After a turbulent period weathering a storm of food price deflation, online growth and changing shopper habits, the big four grocers fought back in 2016.

Market leader Tesco, under the stewardship of Dave Lewis, continued to shed non-core businesses such as restaurant chain Giraffe and Dobbies Garden Centres, as it focused on its UK business.

SUNTRAIL FARM Tesco

SUNTRAIL FARM Tesco

Tesco’s own-label proposition, Farm brands, boosted the business

Investment in price, customer service and rejuvenating its own-label proposition with the entry level Farm brands has helped it return to like-for-like sales growth.

And it hopes to continue on the front foot by restoring group margins to between 3.5% and 4% in the coming years.

Morrisons has perhaps been the biggest surprise of the year, as former Tesco executive David Potts proved he is a strategic leader as well as a born trader.

Its ‘fresh look’ programme has breathed fresh life into its store estate, which is now in like-for-like growth.

Potts has also harnessed the grocer’s vertically integrated model by supplying goods to Amazon and reviving the Safeway brand, opening up a new revenue stream.
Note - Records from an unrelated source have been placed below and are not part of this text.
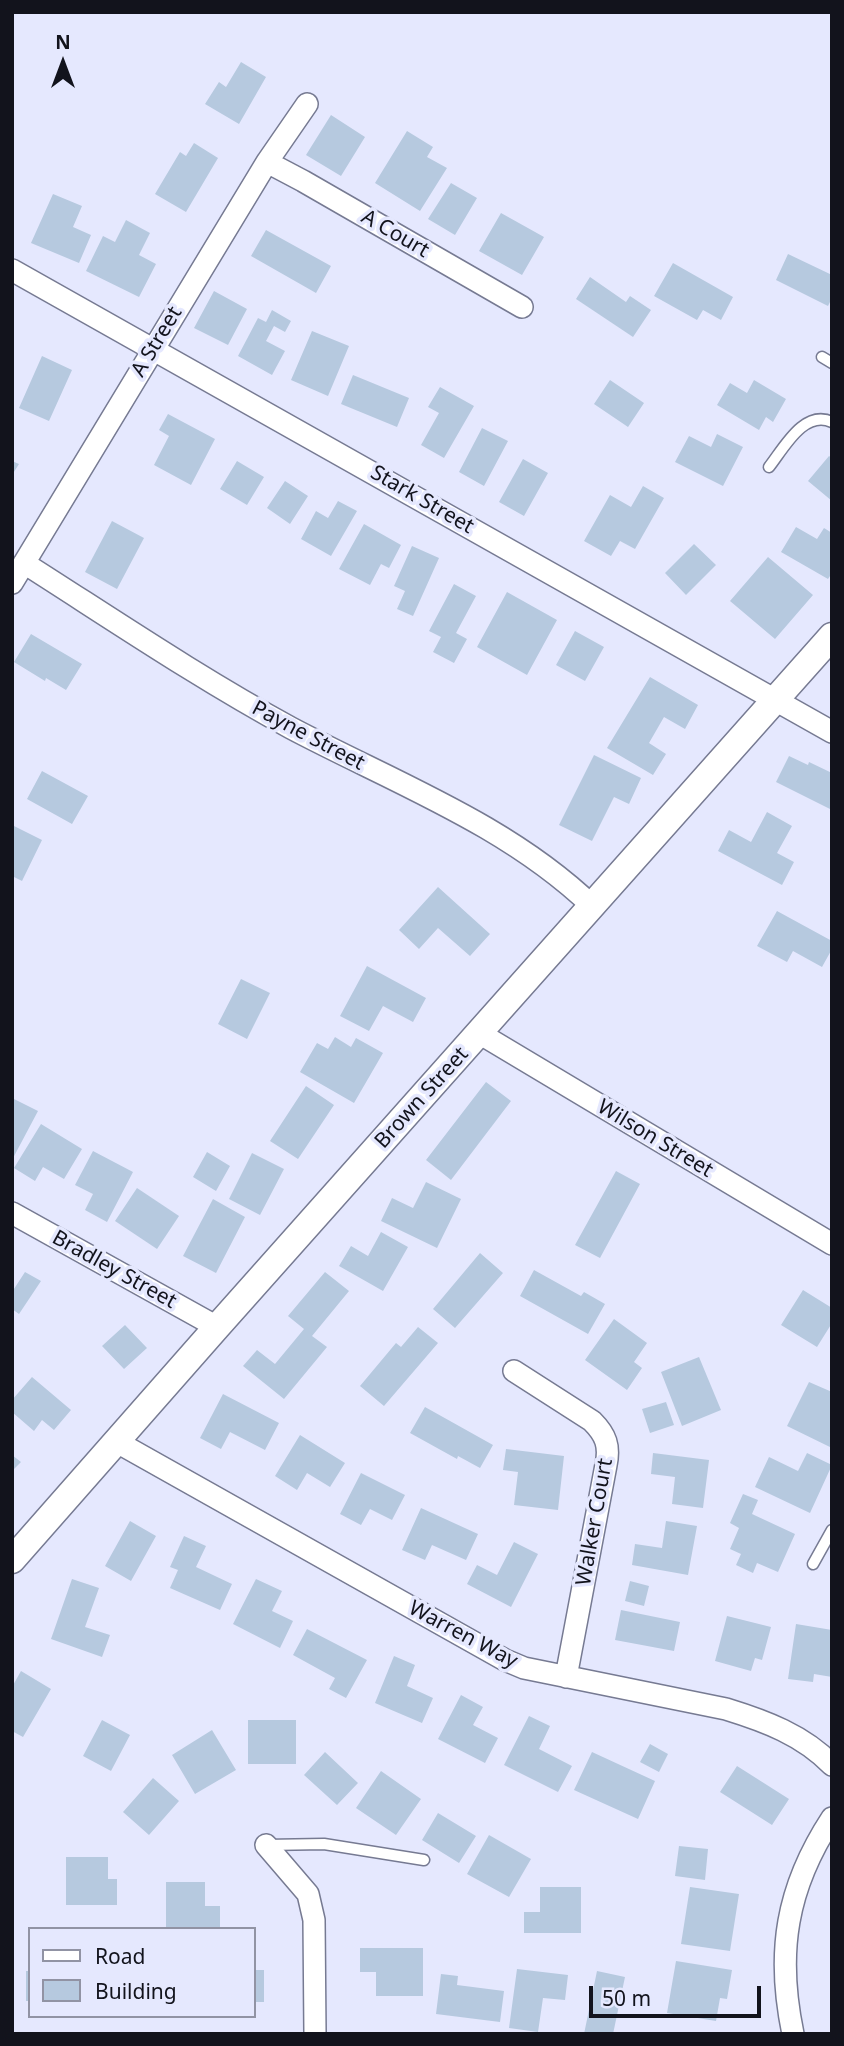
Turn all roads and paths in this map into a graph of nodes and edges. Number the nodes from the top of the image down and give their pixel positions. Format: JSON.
{"nodes":[{"id":1,"x":307,"y":104,"type":"dead end"},
{"id":2,"x":267,"y":162,"type":"junction"},
{"id":3,"x":12,"y":270,"type":"edge"},
{"id":4,"x":522,"y":307,"type":"dead end"},
{"id":5,"x":153,"y":348,"type":"junction"},
{"id":6,"x":832,"y":422,"type":"edge"},
{"id":7,"x":769,"y":467,"type":"dead end"},
{"id":8,"x":24,"y":564,"type":"junction"},
{"id":9,"x":12,"y":583,"type":"edge"},
{"id":10,"x":832,"y":636,"type":"edge"},
{"id":11,"x":775,"y":700,"type":"junction"},
{"id":12,"x":832,"y":732,"type":"edge"},
{"id":13,"x":592,"y":906,"type":"junction"},
{"id":14,"x":479,"y":1033,"type":"junction"},
{"id":15,"x":12,"y":1213,"type":"edge"},
{"id":16,"x":832,"y":1244,"type":"edge"},
{"id":17,"x":217,"y":1326,"type":"junction"},
{"id":18,"x":514,"y":1371,"type":"dead end"},
{"id":19,"x":117,"y":1442,"type":"junction"},
{"id":20,"x":832,"y":1530,"type":"edge"},
{"id":21,"x":12,"y":1560,"type":"edge"},
{"id":22,"x":813,"y":1564,"type":"dead end"},
{"id":23,"x":566,"y":1677,"type":"junction"},
{"id":24,"x":832,"y":1765,"type":"edge"},
{"id":25,"x":832,"y":1818,"type":"edge"},
{"id":26,"x":266,"y":1845,"type":"joint"},
{"id":27,"x":424,"y":1860,"type":"dead end"},
{"id":28,"x":315,"y":2034,"type":"edge"},
{"id":29,"x":793,"y":2034,"type":"edge"}],
"edges":[{"from":1,"to":2,"type":"street","name":"A Street"},
{"from":2,"to":4,"type":"street","name":"A Court"},
{"from":2,"to":5,"type":"street","name":"A Street"},
{"from":3,"to":5,"type":"street","name":"Stark Street"},
{"from":5,"to":8,"type":"street","name":"A Street"},
{"from":5,"to":11,"type":"street","name":"Stark Street"},
{"from":6,"to":7,"type":"lane"},
{"from":8,"to":9,"type":"street","name":"A Street"},
{"from":8,"to":13,"type":"street","name":"Payne Street"},
{"from":10,"to":11,"type":"street","name":"Brown Street"},
{"from":11,"to":12,"type":"street","name":"Stark Street"},
{"from":11,"to":13,"type":"street","name":"Brown Street"},
{"from":13,"to":14,"type":"street","name":"Brown Street"},
{"from":14,"to":16,"type":"street","name":"Wilson Street"},
{"from":14,"to":17,"type":"street","name":"Brown Street"},
{"from":15,"to":17,"type":"street","name":"Bradley Street"},
{"from":17,"to":19,"type":"street","name":"Brown Street"},
{"from":18,"to":23,"type":"street","name":"Walker Court"},
{"from":19,"to":21,"type":"street","name":"Brown Street"},
{"from":19,"to":23,"type":"street","name":"Warren Way"},
{"from":20,"to":22,"type":"lane"},
{"from":23,"to":24,"type":"street","name":"Warren Way"},
{"from":25,"to":29,"type":"street"},
{"from":26,"to":27,"type":"lane"},
{"from":26,"to":28,"type":"street"}]}
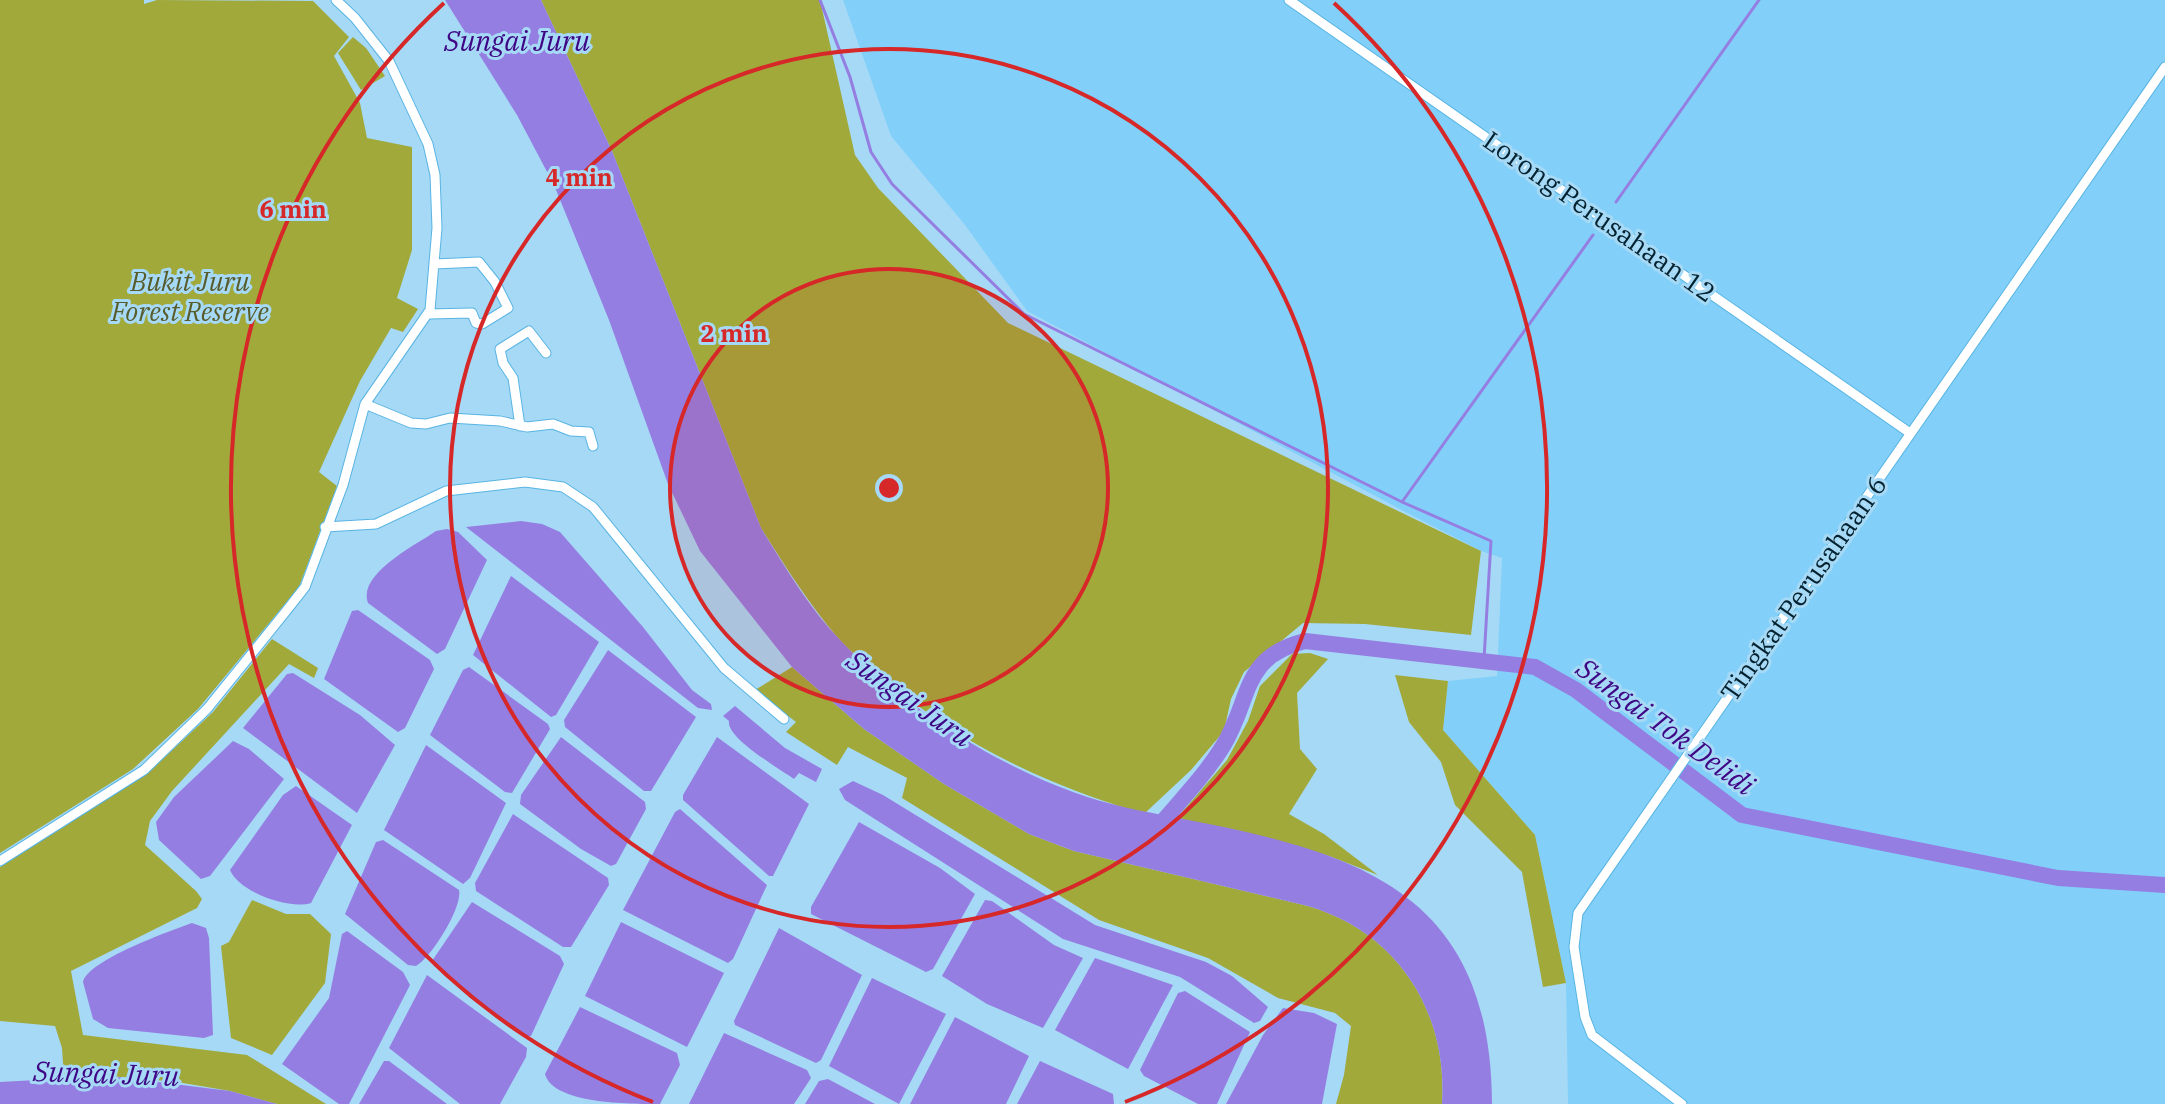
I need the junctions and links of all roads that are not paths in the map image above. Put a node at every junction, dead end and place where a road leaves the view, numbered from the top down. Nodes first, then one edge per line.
1 (336, 0) edge
2 (1289, 0) edge
3 (2165, 67) edge
4 (434, 264) junction
5 (428, 314) junction
6 (546, 353) dead end
7 (365, 404) junction
8 (520, 426) junction
9 (1910, 433) junction
10 (593, 446) dead end
11 (325, 527) junction
12 (784, 719) dead end
13 (0, 861) edge
14 (1682, 1104) edge

1 - 4 street
2 - 9 street, Lorong Perusahaan 12
3 - 9 street, Tingkat Perusahaan 6
4 - 5 street
4 - 5 street
5 - 7 street
6 - 8 street
7 - 8 street
7 - 11 street
8 - 10 street
9 - 14 street, Tingkat Perusahaan 6
11 - 12 street
11 - 13 street

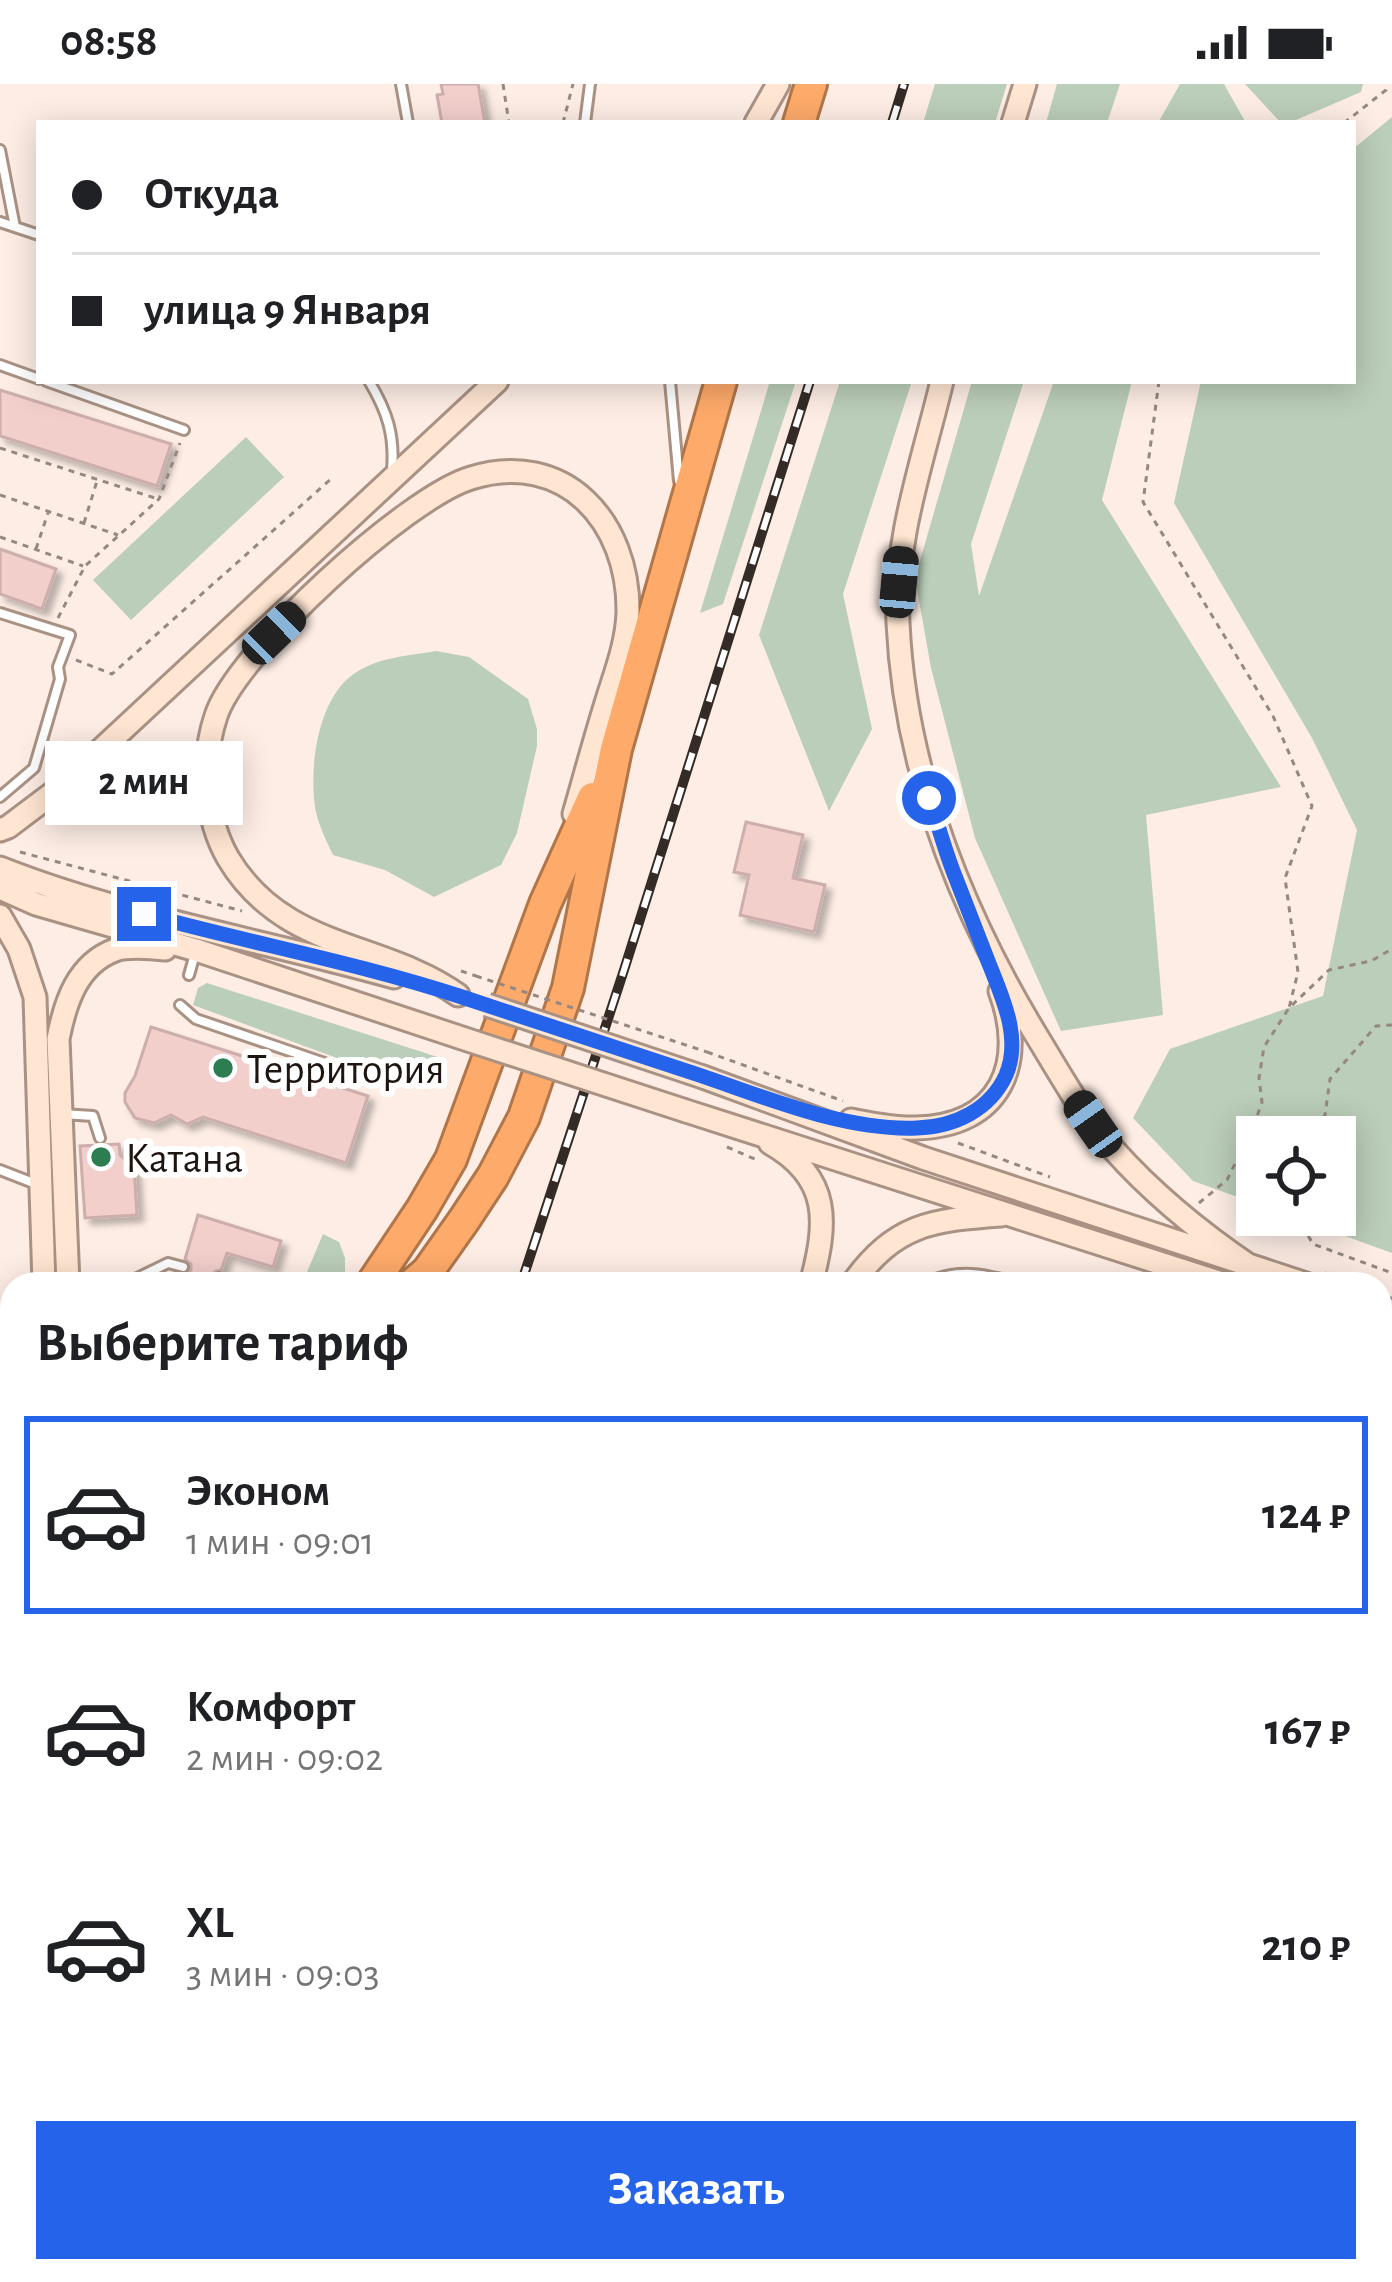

Sainsbury’s is poised to leverage the Argos and Habitat brands to help it create its ‘supermarket of the future’, while its Chop Chop and SmartShop apps both look well set to gain traction with shoppers in the New Year.

Even Asda, so long the holder of the big four’s wooden spoon, has a fresh impetus, spearheaded by new boss Sean Clarke.

The Walmart-owned grocer has drafted in a wave of new senior management staff as it seeks to turn around its ailing fortunes, which hit a low when like-for-likes plunged 7.5% in the second quarter of 2016.

After a promising year for the mainstream grocers, Aldi and Lidl could well be facing a tough 2017 ahead.